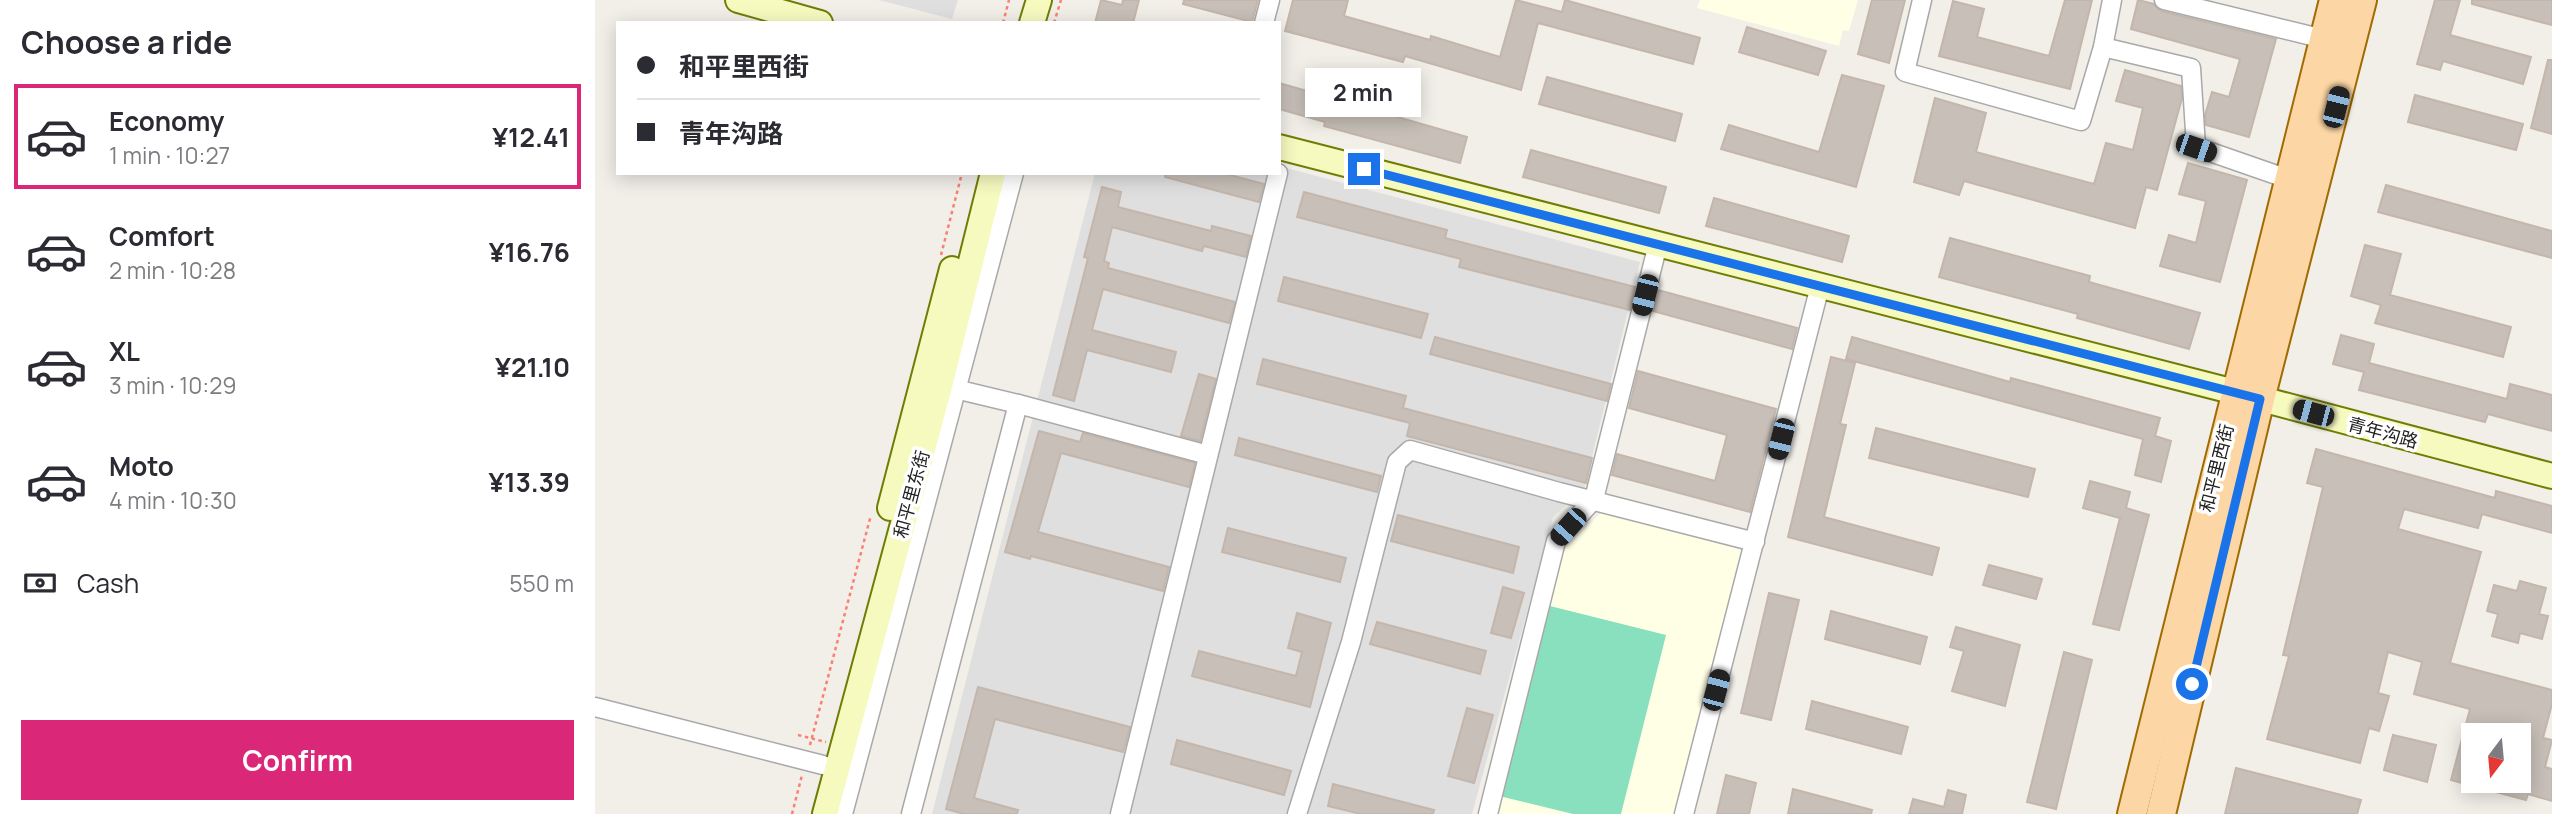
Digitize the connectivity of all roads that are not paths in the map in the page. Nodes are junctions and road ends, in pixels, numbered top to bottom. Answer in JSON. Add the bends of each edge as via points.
{"nodes":[{"id":1,"x":738,"y":0,"type":"edge"},
{"id":2,"x":1023,"y":0,"type":"edge"},
{"id":3,"x":1039,"y":0,"type":"edge"},
{"id":4,"x":1270,"y":0,"type":"edge"},
{"id":5,"x":1922,"y":0,"type":"edge"},
{"id":6,"x":2112,"y":0,"type":"edge"},
{"id":7,"x":2164,"y":0,"type":"edge"},
{"id":8,"x":2334,"y":0,"type":"edge"},
{"id":9,"x":2362,"y":0,"type":"edge"},
{"id":10,"x":813,"y":21,"type":"edge"},
{"id":11,"x":1018,"y":21,"type":"edge"},
{"id":12,"x":1034,"y":21,"type":"edge"},
{"id":13,"x":1265,"y":21,"type":"edge"},
{"id":14,"x":2324,"y":39,"type":"junction"},
{"id":15,"x":2103,"y":47,"type":"junction"},
{"id":16,"x":1281,"y":159,"type":"edge"},
{"id":17,"x":976,"y":175,"type":"edge"},
{"id":18,"x":993,"y":175,"type":"edge"},
{"id":19,"x":1013,"y":175,"type":"edge"},
{"id":20,"x":1276,"y":175,"type":"edge"},
{"id":21,"x":2291,"y":180,"type":"junction"},
{"id":22,"x":1658,"y":244,"type":"junction"},
{"id":23,"x":1820,"y":286,"type":"junction"},
{"id":24,"x":948,"y":388,"type":"junction"},
{"id":25,"x":2248,"y":396,"type":"junction"},
{"id":26,"x":1019,"y":404,"type":"junction"},
{"id":27,"x":1208,"y":455,"type":"junction"},
{"id":28,"x":2552,"y":476,"type":"edge"},
{"id":29,"x":1594,"y":499,"type":"junction"},
{"id":30,"x":1755,"y":542,"type":"junction"},
{"id":31,"x":595,"y":706,"type":"edge"},
{"id":32,"x":823,"y":765,"type":"junction"},
{"id":33,"x":810,"y":814,"type":"edge"},
{"id":34,"x":825,"y":814,"type":"edge"},
{"id":35,"x":843,"y":814,"type":"edge"},
{"id":36,"x":911,"y":814,"type":"edge"},
{"id":37,"x":1120,"y":814,"type":"edge"},
{"id":38,"x":1297,"y":814,"type":"edge"},
{"id":39,"x":1488,"y":814,"type":"edge"},
{"id":40,"x":1684,"y":814,"type":"edge"},
{"id":41,"x":2132,"y":814,"type":"edge"},
{"id":42,"x":2161,"y":814,"type":"edge"}],
"edges":[{"from":1,"to":10,"type":"street"},
{"from":2,"to":11,"type":"street"},
{"from":3,"to":12,"type":"street"},
{"from":4,"to":13,"type":"street"},
{"from":5,"to":15,"type":"street","via":[[1905,72],[2081,121]]},
{"from":6,"to":15,"type":"street"},
{"from":7,"to":14,"type":"street"},
{"from":8,"to":14,"type":"main road","name":"和平里西街"},
{"from":9,"to":25,"type":"main road","name":"和平里西街"},
{"from":14,"to":21,"type":"main road","name":"和平里西街"},
{"from":15,"to":21,"type":"street","via":[[2191,68],[2196,148]]},
{"from":16,"to":22,"type":"street","name":"青年沟路"},
{"from":17,"to":32,"type":"street","name":"和平里东街"},
{"from":18,"to":24,"type":"street","name":"和平里东街"},
{"from":19,"to":24,"type":"street"},
{"from":20,"to":27,"type":"street"},
{"from":21,"to":25,"type":"main road","name":"和平里西街"},
{"from":22,"to":23,"type":"street","name":"青年沟路"},
{"from":22,"to":29,"type":"street"},
{"from":23,"to":25,"type":"street","name":"青年沟路"},
{"from":23,"to":30,"type":"street"},
{"from":24,"to":26,"type":"street"},
{"from":24,"to":34,"type":"street","name":"和平里东街"},
{"from":24,"to":35,"type":"street"},
{"from":25,"to":28,"type":"street","name":"青年沟路"},
{"from":25,"to":41,"type":"main road","name":"和平里西街"},
{"from":25,"to":42,"type":"main road","name":"和平里西街"},
{"from":26,"to":27,"type":"street"},
{"from":26,"to":36,"type":"street"},
{"from":27,"to":37,"type":"street"},
{"from":29,"to":30,"type":"street"},
{"from":29,"to":38,"type":"street","via":[[1410,450],[1397,462],[1351,642]]},
{"from":29,"to":39,"type":"street","via":[[1556,541]]},
{"from":30,"to":40,"type":"street"},
{"from":31,"to":32,"type":"street"},
{"from":32,"to":33,"type":"street","name":"和平里东街"}]}
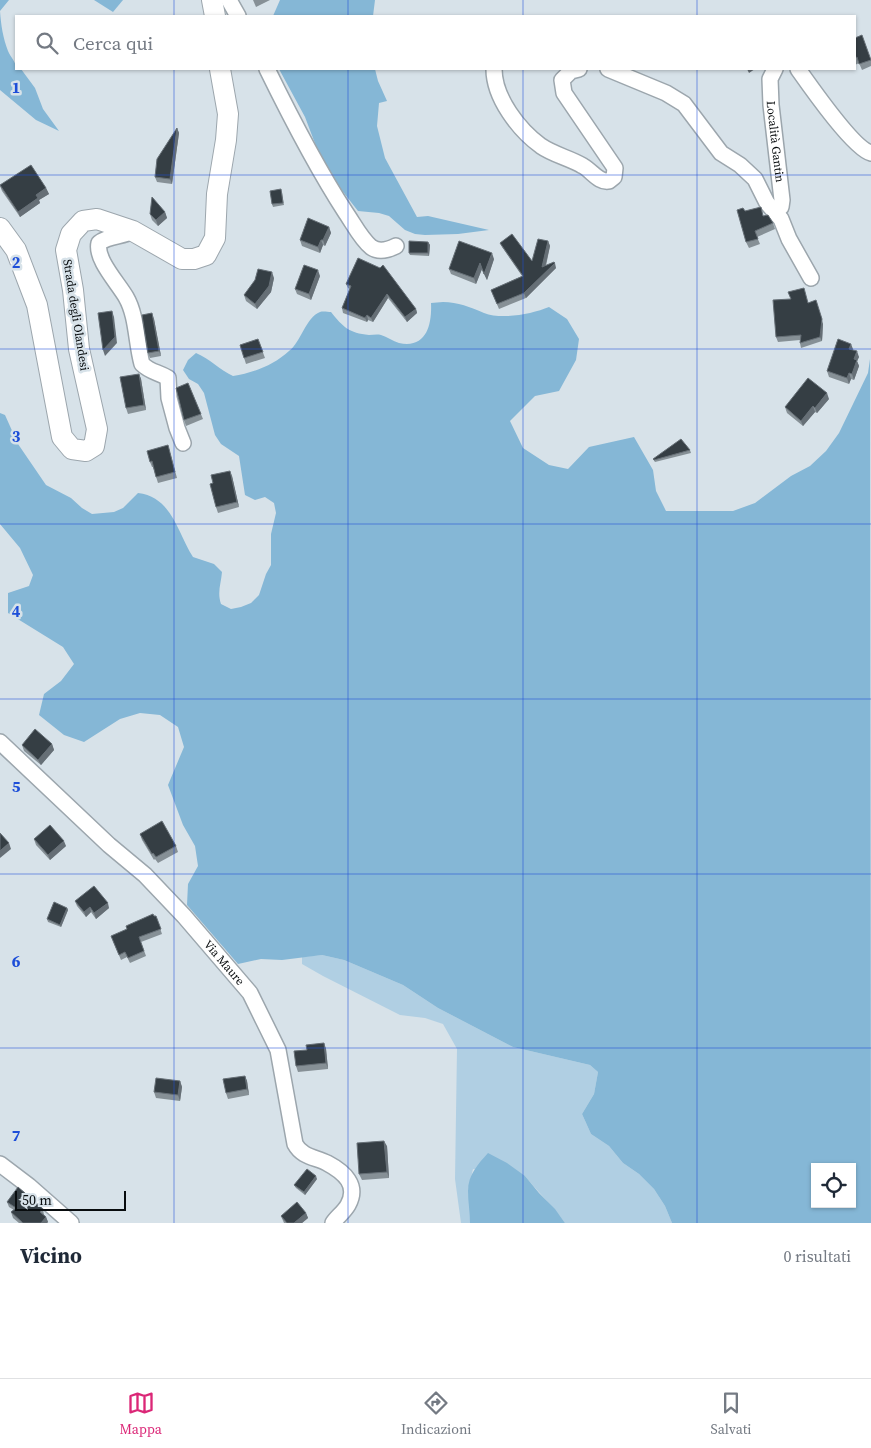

= = = =

__WHAT YOU HAVE TO DO__
Repeat the data word for word. Skip the pictures.

__EXERCISE RESPONSE__
Digitize the connectivity of all roads that are not paths in the map in the page. Nodes are junctions and road ends, in pixels, numbered top to bottom. Answer in JSON. Add the bends of each edge as via points.
{"nodes":[{"id":1,"x":738,"y":0,"type":"edge"},
{"id":2,"x":1023,"y":0,"type":"edge"},
{"id":3,"x":1039,"y":0,"type":"edge"},
{"id":4,"x":1270,"y":0,"type":"edge"},
{"id":5,"x":1922,"y":0,"type":"edge"},
{"id":6,"x":2112,"y":0,"type":"edge"},
{"id":7,"x":2164,"y":0,"type":"edge"},
{"id":8,"x":2334,"y":0,"type":"edge"},
{"id":9,"x":2362,"y":0,"type":"edge"},
{"id":10,"x":813,"y":21,"type":"edge"},
{"id":11,"x":1018,"y":21,"type":"edge"},
{"id":12,"x":1034,"y":21,"type":"edge"},
{"id":13,"x":1265,"y":21,"type":"edge"},
{"id":14,"x":2324,"y":39,"type":"junction"},
{"id":15,"x":2103,"y":47,"type":"junction"},
{"id":16,"x":1281,"y":159,"type":"edge"},
{"id":17,"x":976,"y":175,"type":"edge"},
{"id":18,"x":993,"y":175,"type":"edge"},
{"id":19,"x":1013,"y":175,"type":"edge"},
{"id":20,"x":1276,"y":175,"type":"edge"},
{"id":21,"x":2291,"y":180,"type":"junction"},
{"id":22,"x":1658,"y":244,"type":"junction"},
{"id":23,"x":1820,"y":286,"type":"junction"},
{"id":24,"x":948,"y":388,"type":"junction"},
{"id":25,"x":2248,"y":396,"type":"junction"},
{"id":26,"x":1019,"y":404,"type":"junction"},
{"id":27,"x":1208,"y":455,"type":"junction"},
{"id":28,"x":2552,"y":476,"type":"edge"},
{"id":29,"x":1594,"y":499,"type":"junction"},
{"id":30,"x":1755,"y":542,"type":"junction"},
{"id":31,"x":595,"y":706,"type":"edge"},
{"id":32,"x":823,"y":765,"type":"junction"},
{"id":33,"x":810,"y":814,"type":"edge"},
{"id":34,"x":825,"y":814,"type":"edge"},
{"id":35,"x":843,"y":814,"type":"edge"},
{"id":36,"x":911,"y":814,"type":"edge"},
{"id":37,"x":1120,"y":814,"type":"edge"},
{"id":38,"x":1297,"y":814,"type":"edge"},
{"id":39,"x":1488,"y":814,"type":"edge"},
{"id":40,"x":1684,"y":814,"type":"edge"},
{"id":41,"x":2132,"y":814,"type":"edge"},
{"id":42,"x":2161,"y":814,"type":"edge"}],
"edges":[{"from":1,"to":10,"type":"street"},
{"from":2,"to":11,"type":"street"},
{"from":3,"to":12,"type":"street"},
{"from":4,"to":13,"type":"street"},
{"from":5,"to":15,"type":"street","via":[[1905,72],[2081,121]]},
{"from":6,"to":15,"type":"street"},
{"from":7,"to":14,"type":"street"},
{"from":8,"to":14,"type":"main road","name":"和平里西街"},
{"from":9,"to":25,"type":"main road","name":"和平里西街"},
{"from":14,"to":21,"type":"main road","name":"和平里西街"},
{"from":15,"to":21,"type":"street","via":[[2191,68],[2196,148]]},
{"from":16,"to":22,"type":"street","name":"青年沟路"},
{"from":17,"to":32,"type":"street","name":"和平里东街"},
{"from":18,"to":24,"type":"street","name":"和平里东街"},
{"from":19,"to":24,"type":"street"},
{"from":20,"to":27,"type":"street"},
{"from":21,"to":25,"type":"main road","name":"和平里西街"},
{"from":22,"to":23,"type":"street","name":"青年沟路"},
{"from":22,"to":29,"type":"street"},
{"from":23,"to":25,"type":"street","name":"青年沟路"},
{"from":23,"to":30,"type":"street"},
{"from":24,"to":26,"type":"street"},
{"from":24,"to":34,"type":"street","name":"和平里东街"},
{"from":24,"to":35,"type":"street"},
{"from":25,"to":28,"type":"street","name":"青年沟路"},
{"from":25,"to":41,"type":"main road","name":"和平里西街"},
{"from":25,"to":42,"type":"main road","name":"和平里西街"},
{"from":26,"to":27,"type":"street"},
{"from":26,"to":36,"type":"street"},
{"from":27,"to":37,"type":"street"},
{"from":29,"to":30,"type":"street"},
{"from":29,"to":38,"type":"street","via":[[1410,450],[1397,462],[1351,642]]},
{"from":29,"to":39,"type":"street","via":[[1556,541]]},
{"from":30,"to":40,"type":"street"},
{"from":31,"to":32,"type":"street"},
{"from":32,"to":33,"type":"street","name":"和平里东街"}]}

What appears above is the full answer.